Sembari menunggu si kembar Delia dan Shila melangkah ke depan untuk melihat mobil box yang membawa barang pesanan nya si kembar . Benar apa kata pelayan mobil box itu membawa tiga buah sepeda yang sekarang sedang di turunkan oleh kurir nya.


"Mohon tanda tangan disini bu ." ucap kurir itu pada Shila .


"Ini sudah di bayar semua ? ." tanya Shila pada si kurir .

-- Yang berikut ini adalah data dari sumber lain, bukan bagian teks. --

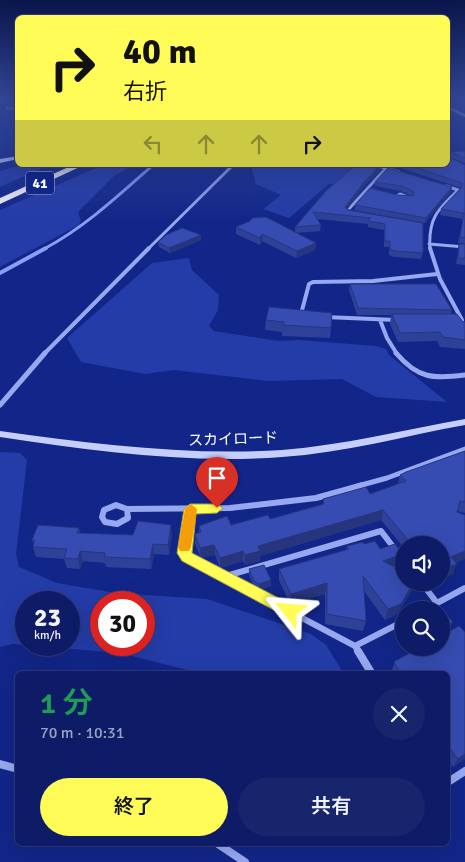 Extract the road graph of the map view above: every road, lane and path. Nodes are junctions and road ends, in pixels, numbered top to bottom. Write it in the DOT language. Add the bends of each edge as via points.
graph roads {
  1 [pos="465,153"];
  2 [pos="450,154"];
  3 [pos="15,158"];
  4 [pos="0,161"];
  5 [pos="62,167"];
  6 [pos="71,167"];
  7 [pos="75,167"];
  8 [pos="232,167"];
  9 [pos="386,167"];
  10 [pos="389,167"];
  11 [pos="403,173"];
  12 [pos="438,184"];
  13 [pos="367,188"];
  14 [pos="374,190"];
  15 [pos="390,193"];
  16 [pos="397,195"];
  17 [pos="0,198"];
  18 [pos="359,214"];
  19 [pos="422,226"];
  20 [pos="430,227"];
  21 [pos="429,244"];
  22 [pos="465,247"];
  23 [pos="437,274"];
  24 [pos="310,315"];
  25 [pos="318,316"];
  26 [pos="380,320"];
  27 [pos="398,320"];
  28 [pos="453,320"];
  29 [pos="465,375"];
  30 [pos="0,405"];
  31 [pos="465,422"];
  32 [pos="0,434"];
  33 [pos="465,449"];
  34 [pos="127,508"];
  35 [pos="190,509"];
  36 [pos="395,549"];
  37 [pos="226,576"];
  38 [pos="465,588"];
  39 [pos="428,591"];
  40 [pos="435,601"];
  41 [pos="441,601"];
  42 [pos="395,626"];
  43 [pos="355,646"];
  44 [pos="370,671"];
  45 [pos="0,764"];
  46 [pos="15,768"];
  47 [pos="465,771"];
  48 [pos="450,781"];
  49 [pos="221,846"];
  50 [pos="245,862"];
  1 -- 2 [label="street"];
  3 -- 4 [label="street"];
  5 -- 17 [label="highway, 41"];
  6 -- 17 [label="highway, 41"];
  7 -- 17 [label="highway, 41"];
  8 -- 30 [label="street" via="74,323"];
  9 -- 13 [label="street"];
  10 -- 11 [label="street"];
  12 -- 20 [label="street" via="458,190 441,205"];
  13 -- 14 [label="street"];
  13 -- 18 [label="street" via="347,211"];
  15 -- 16 [label="street"];
  19 -- 20 [label="street"];
  20 -- 21 [label="street"];
  21 -- 22 [label="street"];
  21 -- 23 [label="street"];
  23 -- 24 [label="street" via="373,281 313,282 309,284 301,314"];
  23 -- 28 [label="street" via="462,320"];
  25 -- 26 [label="street"];
  26 -- 27 [label="street"];
  26 -- 29 [label="street" via="389,344 415,369 431,378"];
  31 -- 32 [label="street, スカイロード" via="324,449 248,455 185,456"];
  33 -- 35 [label="street" via="387,478 316,498 259,506"];
  34 -- 34 [label="street" via="112,506 104,510 103,520 113,525 122,523 129,515"];
  34 -- 35 [label="street"];
  35 -- 37 [label="street" via="184,553"];
  36 -- 37 [label="street" via="381,531"];
  37 -- 43 [label="street"];
  38 -- 41 [label="street"];
  39 -- 40 [label="street"];
  42 -- 43 [label="street"];
  43 -- 44 [label="street"];
  45 -- 46 [label="street"];
  47 -- 48 [label="street"];
  49 -- 50 [label="street"];
} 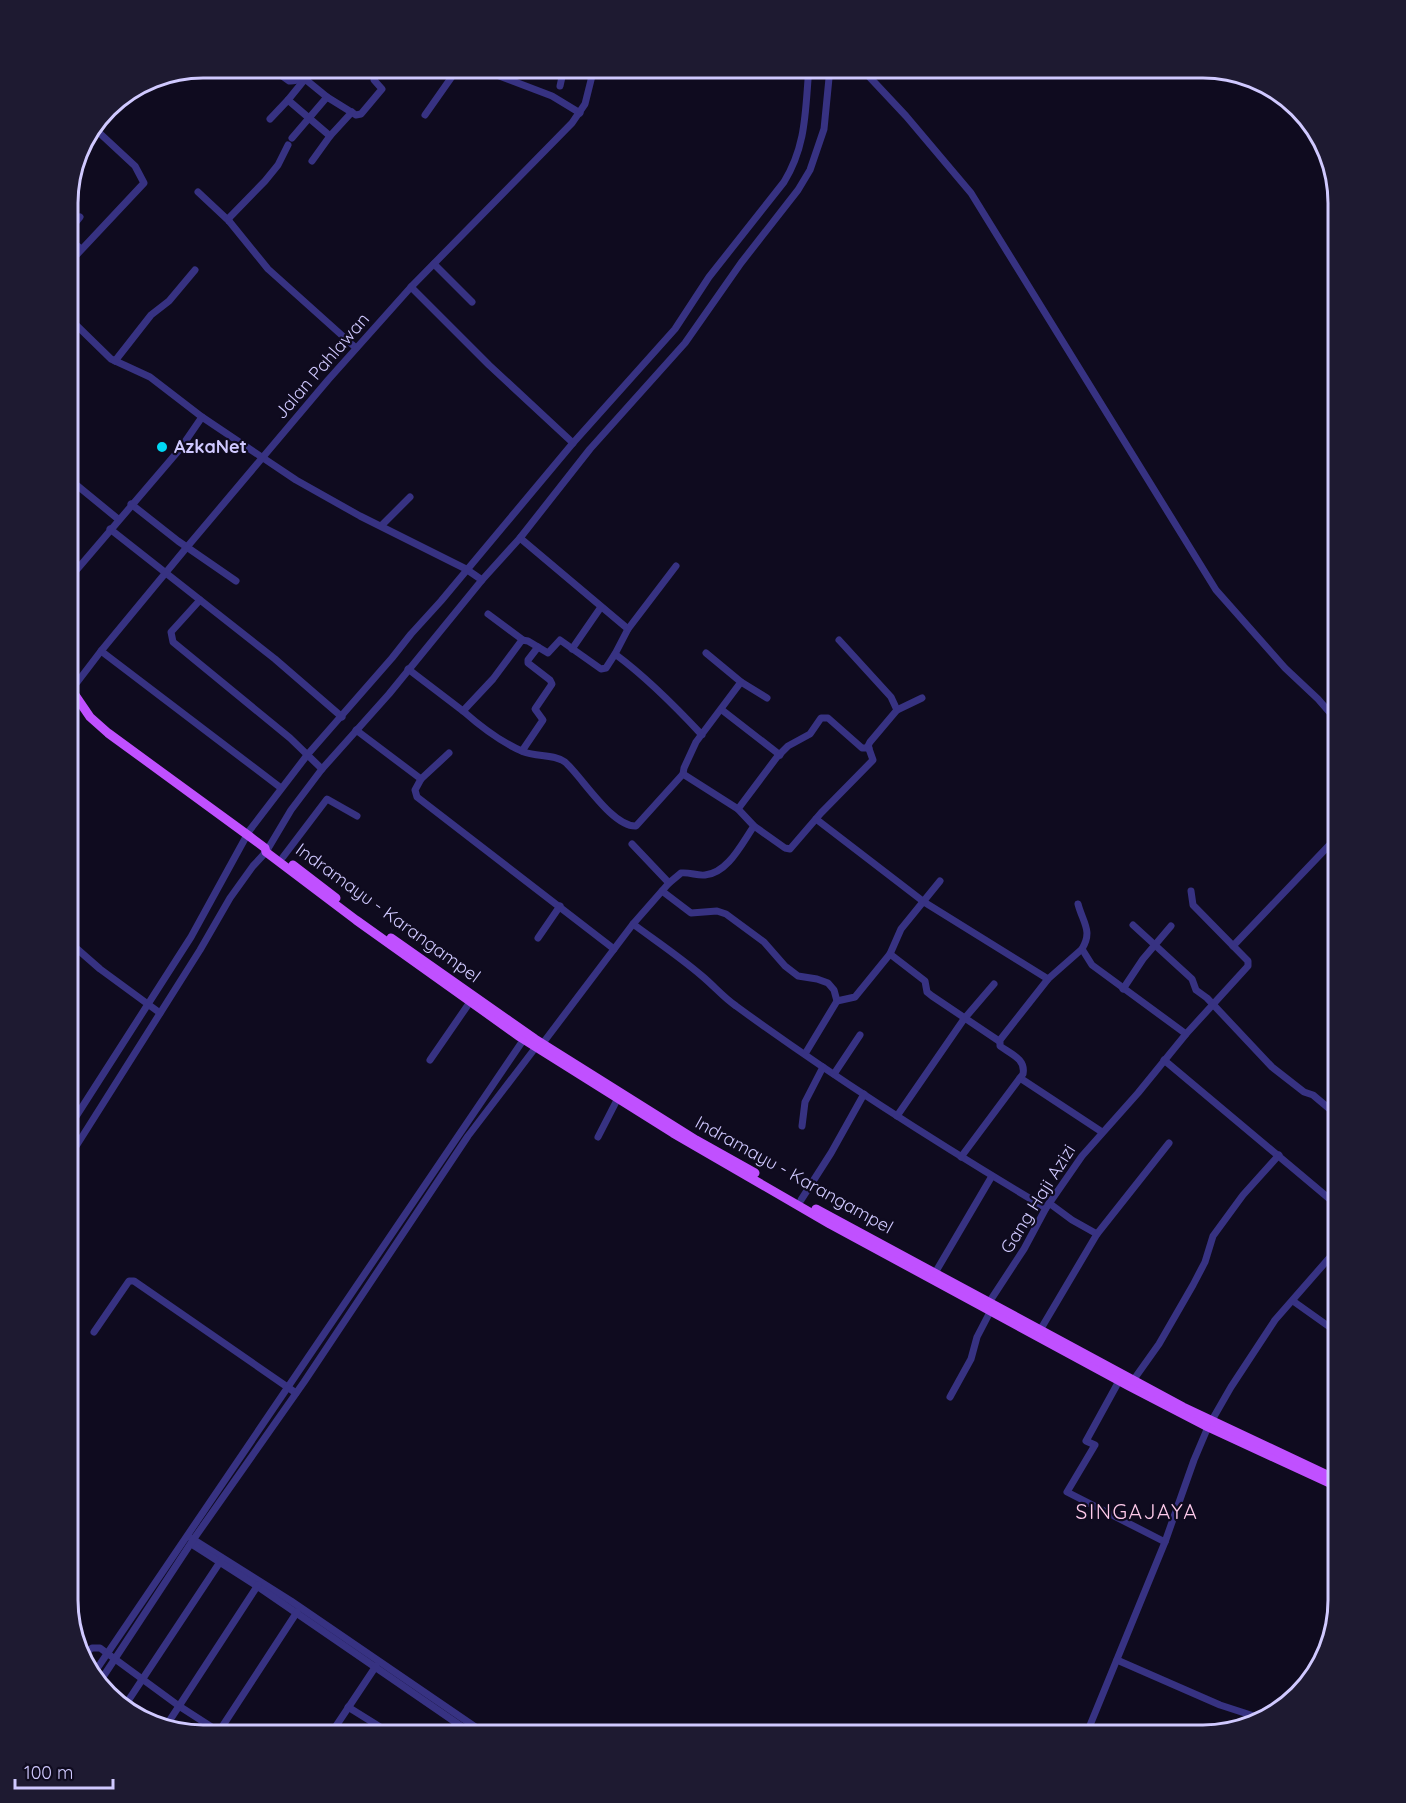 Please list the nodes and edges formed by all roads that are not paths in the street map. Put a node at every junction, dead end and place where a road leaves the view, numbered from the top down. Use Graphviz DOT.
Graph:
graph roads {
  1 [pos="285,78"];
  2 [pos="299,78"];
  3 [pos="375,78"];
  4 [pos="451,78"];
  5 [pos="504,78"];
  6 [pos="562,78"];
  7 [pos="592,78"];
  8 [pos="809,78"];
  9 [pos="829,78"];
  10 [pos="870,78"];
  11 [pos="560,86"];
  12 [pos="327,97"];
  13 [pos="288,100"];
  14 [pos="352,112"];
  15 [pos="580,113"];
  16 [pos="425,115"];
  17 [pos="309,118"];
  18 [pos="270,119"];
  19 [pos="100,133"];
  20 [pos="330,136"];
  21 [pos="312,161"];
  22 [pos="198,192"];
  23 [pos="80,217"];
  24 [pos="78,220"];
  25 [pos="229,221"];
  26 [pos="78,246"];
  27 [pos="81,249"];
  28 [pos="78,252"];
  29 [pos="434,264"];
  30 [pos="195,270"];
  31 [pos="411,287"];
  32 [pos="472,302"];
  33 [pos="78,327"];
  34 [pos="356,348"];
  35 [pos="115,361"];
  36 [pos="202,417"];
  37 [pos="573,443"];
  38 [pos="262,459"];
  39 [pos="78,488"];
  40 [pos="410,497"];
  41 [pos="131,504"];
  42 [pos="118,519"];
  43 [pos="382,525"];
  44 [pos="110,529"];
  45 [pos="520,538"];
  46 [pos="187,547"];
  47 [pos="676,566"];
  48 [pos="78,568"];
  49 [pos="467,570"];
  50 [pos="165,573"];
  51 [pos="480,579"];
  52 [pos="236,581"];
  53 [pos="200,600"];
  54 [pos="601,607"];
  55 [pos="488,614"];
  56 [pos="628,629"];
  57 [pos="523,640"];
  58 [pos="839,640"];
  59 [pos="538,647"];
  60 [pos="572,649"];
  61 [pos="101,651"];
  62 [pos="706,653"];
  63 [pos="615,654"];
  64 [pos="408,669"];
  65 [pos="78,682"];
  66 [pos="741,682"];
  67 [pos="767,698"];
  68 [pos="922,698"];
  69 [pos="78,699"];
  70 [pos="722,710"];
  71 [pos="897,710"];
  72 [pos="1328,710"];
  73 [pos="463,711"];
  74 [pos="78,712"];
  75 [pos="90,717"];
  76 [pos="342,717"];
  77 [pos="356,730"];
  78 [pos="702,735"];
  79 [pos="868,748"];
  80 [pos="522,752"];
  81 [pos="449,753"];
  82 [pos="780,755"];
  83 [pos="309,756"];
  84 [pos="321,768"];
  85 [pos="683,774"];
  86 [pos="421,779"];
  87 [pos="281,788"];
  88 [pos="738,810"];
  89 [pos="357,816"];
  90 [pos="816,819"];
  91 [pos="754,826"];
  92 [pos="247,835"];
  93 [pos="632,844"];
  94 [pos="1328,847"];
  95 [pos="266,849"];
  96 [pos="283,857"];
  97 [pos="940,881"];
  98 [pos="669,883"];
  99 [pos="662,891"];
  100 [pos="1191,891"];
  101 [pos="924,902"];
  102 [pos="1078,904"];
  103 [pos="560,906"];
  104 [pos="633,924"];
  105 [pos="1133,925"];
  106 [pos="1171,926"];
  107 [pos="538,938"];
  108 [pos="1154,946"];
  109 [pos="1233,946"];
  110 [pos="78,949"];
  111 [pos="614,949"];
  112 [pos="1082,949"];
  113 [pos="890,954"];
  114 [pos="1048,979"];
  115 [pos="994,984"];
  116 [pos="1123,989"];
  117 [pos="837,1001"];
  118 [pos="470,1002"];
  119 [pos="1213,1005"];
  120 [pos="153,1009"];
  121 [pos="964,1019"];
  122 [pos="1186,1034"];
  123 [pos="860,1035"];
  124 [pos="999,1041"];
  125 [pos="532,1042"];
  126 [pos="805,1054"];
  127 [pos="430,1060"];
  128 [pos="1164,1060"];
  129 [pos="824,1067"];
  130 [pos="834,1074"];
  131 [pos="1020,1078"];
  132 [pos="864,1094"];
  133 [pos="618,1098"];
  134 [pos="1328,1108"];
  135 [pos="78,1115"];
  136 [pos="897,1116"];
  137 [pos="802,1126"];
  138 [pos="1102,1132"];
  139 [pos="597,1137"];
  140 [pos="78,1141"];
  141 [pos="1170,1143"];
  142 [pos="1279,1155"];
  143 [pos="961,1157"];
  144 [pos="992,1176"];
  145 [pos="1328,1197"];
  146 [pos="802,1203"];
  147 [pos="1048,1205"];
  148 [pos="1097,1234"];
  149 [pos="1328,1260"];
  150 [pos="915,1266"];
  151 [pos="935,1273"];
  152 [pos="1293,1301"];
  153 [pos="988,1308"];
  154 [pos="1328,1326"];
  155 [pos="94,1332"];
  156 [pos="1038,1334"];
  157 [pos="306,1361"];
  158 [pos="315,1366"];
  159 [pos="1119,1381"];
  160 [pos="1131,1384"];
  161 [pos="288,1386"];
  162 [pos="296,1393"];
  163 [pos="950,1397"];
  164 [pos="1210,1424"];
  165 [pos="1328,1476"];
  166 [pos="1328,1482"];
  167 [pos="185,1537"];
  168 [pos="192,1542"];
  169 [pos="1165,1542"];
  170 [pos="221,1560"];
  171 [pos="259,1584"];
  172 [pos="298,1611"];
  173 [pos="89,1651"];
  174 [pos="108,1653"];
  175 [pos="116,1660"];
  176 [pos="1117,1660"];
  177 [pos="379,1662"];
  178 [pos="98,1667"];
  179 [pos="374,1669"];
  180 [pos="104,1676"];
  181 [pos="142,1679"];
  182 [pos="128,1700"];
  183 [pos="179,1706"];
  184 [pos="348,1707"];
  185 [pos="1251,1715"];
  186 [pos="170,1720"];
  187 [pos="207,1725"];
  188 [pos="226,1725"];
  189 [pos="337,1725"];
  190 [pos="376,1725"];
  191 [pos="458,1725"];
  192 [pos="471,1725"];
  193 [pos="1090,1725"];
  1 -- 2 [label="street"];
  3 -- 14 [label="street"];
  4 -- 16 [label="street"];
  5 -- 15 [label="street"];
  6 -- 11 [label="street"];
  7 -- 15 [label="street, Jalan Pahlawan"];
  8 -- 37 [label="street"];
  9 -- 45 [label="street"];
  10 -- 72 [label="street"];
  12 -- 13 [label="street"];
  12 -- 14 [label="street"];
  12 -- 17 [label="street"];
  13 -- 17 [label="street"];
  13 -- 18 [label="street"];
  14 -- 20 [label="street"];
  15 -- 29 [label="street, Jalan Pahlawan"];
  17 -- 20 [label="street"];
  17 -- 25 [label="street"];
  19 -- 27 [label="street"];
  20 -- 21 [label="street"];
  22 -- 25 [label="street"];
  23 -- 24 [label="street"];
  25 -- 34 [label="street"];
  26 -- 27 [label="street"];
  27 -- 28 [label="street"];
  29 -- 31 [label="street, Jalan Pahlawan"];
  29 -- 32 [label="street"];
  30 -- 35 [label="street"];
  31 -- 34 [label="street, Jalan Pahlawan"];
  31 -- 37 [label="street"];
  33 -- 35 [label="street"];
  34 -- 38 [label="street, Jalan Pahlawan"];
  35 -- 36 [label="street"];
  36 -- 38 [label="street"];
  36 -- 41 [label="street"];
  37 -- 49 [label="street"];
  38 -- 43 [label="street"];
  38 -- 46 [label="street, Jalan Pahlawan"];
  39 -- 42 [label="street"];
  40 -- 43 [label="street"];
  41 -- 42 [label="street"];
  41 -- 46 [label="street"];
  42 -- 44 [label="street"];
  43 -- 49 [label="street"];
  44 -- 48 [label="street"];
  44 -- 50 [label="street"];
  45 -- 51 [label="street"];
  45 -- 54 [label="street"];
  46 -- 50 [label="street, Jalan Pahlawan"];
  46 -- 52 [label="street"];
  47 -- 56 [label="street"];
  49 -- 51 [label="street"];
  49 -- 76 [label="street"];
  50 -- 53 [label="street"];
  50 -- 61 [label="street, Jalan Pahlawan"];
  51 -- 64 [label="street"];
  53 -- 76 [label="street"];
  53 -- 83 [label="street"];
  54 -- 56 [label="street"];
  54 -- 60 [label="street"];
  55 -- 57 [label="street"];
  56 -- 63 [label="street"];
  57 -- 59 [label="street"];
  57 -- 73 [label="street"];
  58 -- 71 [label="street"];
  59 -- 60 [label="street"];
  59 -- 80 [label="street"];
  60 -- 63 [label="street"];
  61 -- 65 [label="street, Jalan Pahlawan"];
  61 -- 87 [label="street"];
  62 -- 66 [label="street"];
  63 -- 78 [label="street"];
  64 -- 73 [label="street"];
  64 -- 77 [label="street"];
  66 -- 67 [label="street"];
  66 -- 70 [label="street"];
  68 -- 71 [label="street"];
  69 -- 75 [label="main road"];
  70 -- 78 [label="street"];
  70 -- 82 [label="street"];
  71 -- 79 [label="street"];
  73 -- 80 [label="street"];
  74 -- 75 [label="main road"];
  75 -- 92 [label="main road, Indramayu - Karangampel"];
  76 -- 83 [label="street"];
  77 -- 84 [label="street"];
  77 -- 86 [label="street"];
  78 -- 85 [label="street"];
  79 -- 82 [label="street"];
  79 -- 90 [label="street"];
  80 -- 85 [label="street"];
  81 -- 86 [label="street"];
  82 -- 88 [label="street"];
  83 -- 84 [label="street"];
  83 -- 87 [label="street"];
  84 -- 95 [label="street"];
  85 -- 88 [label="street"];
  86 -- 103 [label="street"];
  87 -- 92 [label="street"];
  88 -- 91 [label="street"];
  89 -- 96 [label="street"];
  90 -- 91 [label="street"];
  90 -- 101 [label="street"];
  91 -- 98 [label="street"];
  92 -- 95 [label="main road, Indramayu - Karangampel"];
  92 -- 120 [label="street"];
  93 -- 98 [label="street"];
  94 -- 109 [label="street"];
  95 -- 96 [label="main road, Indramayu - Karangampel"];
  95 -- 118 [label="main road, Indramayu - Karangampel"];
  95 -- 120 [label="street"];
  96 -- 125 [label="main road, Indramayu - Karangampel"];
  97 -- 101 [label="street"];
  98 -- 99 [label="street"];
  99 -- 104 [label="street"];
  99 -- 117 [label="street"];
  100 -- 109 [label="street"];
  101 -- 113 [label="street"];
  101 -- 114 [label="street"];
  102 -- 112 [label="street"];
  103 -- 107 [label="street"];
  103 -- 111 [label="street"];
  104 -- 111 [label="street"];
  104 -- 126 [label="street"];
  105 -- 108 [label="street"];
  106 -- 108 [label="street"];
  108 -- 116 [label="street"];
  108 -- 119 [label="street"];
  109 -- 119 [label="street, Gang Haji Azizi"];
  110 -- 120 [label="street"];
  111 -- 125 [label="street"];
  112 -- 114 [label="street"];
  112 -- 116 [label="street"];
  113 -- 117 [label="street"];
  113 -- 121 [label="street"];
  114 -- 124 [label="street"];
  115 -- 121 [label="street"];
  116 -- 122 [label="street"];
  117 -- 126 [label="street"];
  118 -- 125 [label="main road, Indramayu - Karangampel"];
  118 -- 127 [label="street"];
  119 -- 122 [label="street, Gang Haji Azizi"];
  119 -- 134 [label="street"];
  120 -- 135 [label="street"];
  120 -- 140 [label="street"];
  121 -- 124 [label="street"];
  121 -- 136 [label="street"];
  122 -- 128 [label="street, Gang Haji Azizi"];
  123 -- 130 [label="street"];
  124 -- 131 [label="street"];
  125 -- 133 [label="main road"];
  125 -- 146 [label="main road, Indramayu - Karangampel"];
  125 -- 157 [label="street"];
  125 -- 158 [label="street"];
  126 -- 129 [label="street"];
  128 -- 138 [label="street, Gang Haji Azizi"];
  128 -- 142 [label="street"];
  129 -- 130 [label="street"];
  129 -- 137 [label="street"];
  130 -- 132 [label="street"];
  131 -- 138 [label="street"];
  131 -- 143 [label="street"];
  132 -- 136 [label="street"];
  132 -- 146 [label="street"];
  133 -- 139 [label="street"];
  133 -- 146 [label="main road"];
  136 -- 143 [label="street"];
  138 -- 147 [label="street, Gang Haji Azizi"];
  141 -- 148 [label="street"];
  142 -- 145 [label="street"];
  142 -- 160 [label="street"];
  143 -- 144 [label="street"];
  144 -- 147 [label="street"];
  144 -- 151 [label="street"];
  146 -- 150 [label="main road, Indramayu - Karangampel"];
  147 -- 148 [label="street"];
  147 -- 153 [label="street, Gang Haji Azizi"];
  148 -- 156 [label="street"];
  149 -- 152 [label="street"];
  150 -- 151 [label="main road, Indramayu - Karangampel"];
  150 -- 153 [label="main road, Indramayu - Karangampel"];
  151 -- 153 [label="main road, Indramayu - Karangampel"];
  152 -- 154 [label="street"];
  152 -- 164 [label="street"];
  153 -- 156 [label="main road, Indramayu - Karangampel"];
  153 -- 163 [label="street, Gang Haji Azizi"];
  155 -- 161 [label="street"];
  156 -- 159 [label="main road, Indramayu - Karangampel"];
  156 -- 160 [label="main road, Indramayu - Karangampel"];
  157 -- 158 [label="street"];
  157 -- 161 [label="street"];
  158 -- 162 [label="street"];
  159 -- 160 [label="main road, Indramayu - Karangampel"];
  159 -- 169 [label="street"];
  160 -- 164 [label="main road, Indramayu - Karangampel"];
  161 -- 162 [label="street"];
  161 -- 167 [label="street"];
  162 -- 168 [label="street"];
  164 -- 165 [label="main road, Indramayu - Karangampel"];
  164 -- 166 [label="main road, Indramayu - Karangampel"];
  164 -- 169 [label="street"];
  167 -- 168 [label="street"];
  167 -- 174 [label="street"];
  168 -- 170 [label="street"];
  168 -- 175 [label="street"];
  169 -- 176 [label="street"];
  170 -- 171 [label="street"];
  170 -- 181 [label="street"];
  171 -- 172 [label="street"];
  171 -- 183 [label="street"];
  172 -- 177 [label="street"];
  172 -- 179 [label="street"];
  172 -- 188 [label="street"];
  173 -- 174 [label="street"];
  174 -- 175 [label="street"];
  174 -- 178 [label="street"];
  175 -- 180 [label="street"];
  175 -- 181 [label="street"];
  176 -- 185 [label="street"];
  176 -- 193 [label="street"];
  177 -- 179 [label="street"];
  177 -- 192 [label="street"];
  179 -- 184 [label="street"];
  179 -- 191 [label="street"];
  181 -- 182 [label="street"];
  181 -- 183 [label="street"];
  183 -- 186 [label="street"];
  183 -- 187 [label="street"];
  184 -- 189 [label="street"];
  184 -- 190 [label="street"];
}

"Iya ,bu ini sudah di bayar semua . Ibu tinggal tanda tangan saja disini ." Shila pun langsung tanda tangan di tempat yang sudah di tentukan . Setelah itu kurir pun pergi namun setelah mobil box itu berlalu pergi datang lagi satu mobil yang membawa banyak bunga , membuat Shila dan Delia terpaku .


"Bunga, mama pesan bunga ?" tanya Shila yang menatap Delia namun Delia menggeleng sebagai jawaban .


"Wah.. pizza ku ." teriak Jolie tiba - tiba datang dan berlarian menghampiri satu kotak pizza . Tak lupa juga Joy dan Joanna yang mengekor dari belakang .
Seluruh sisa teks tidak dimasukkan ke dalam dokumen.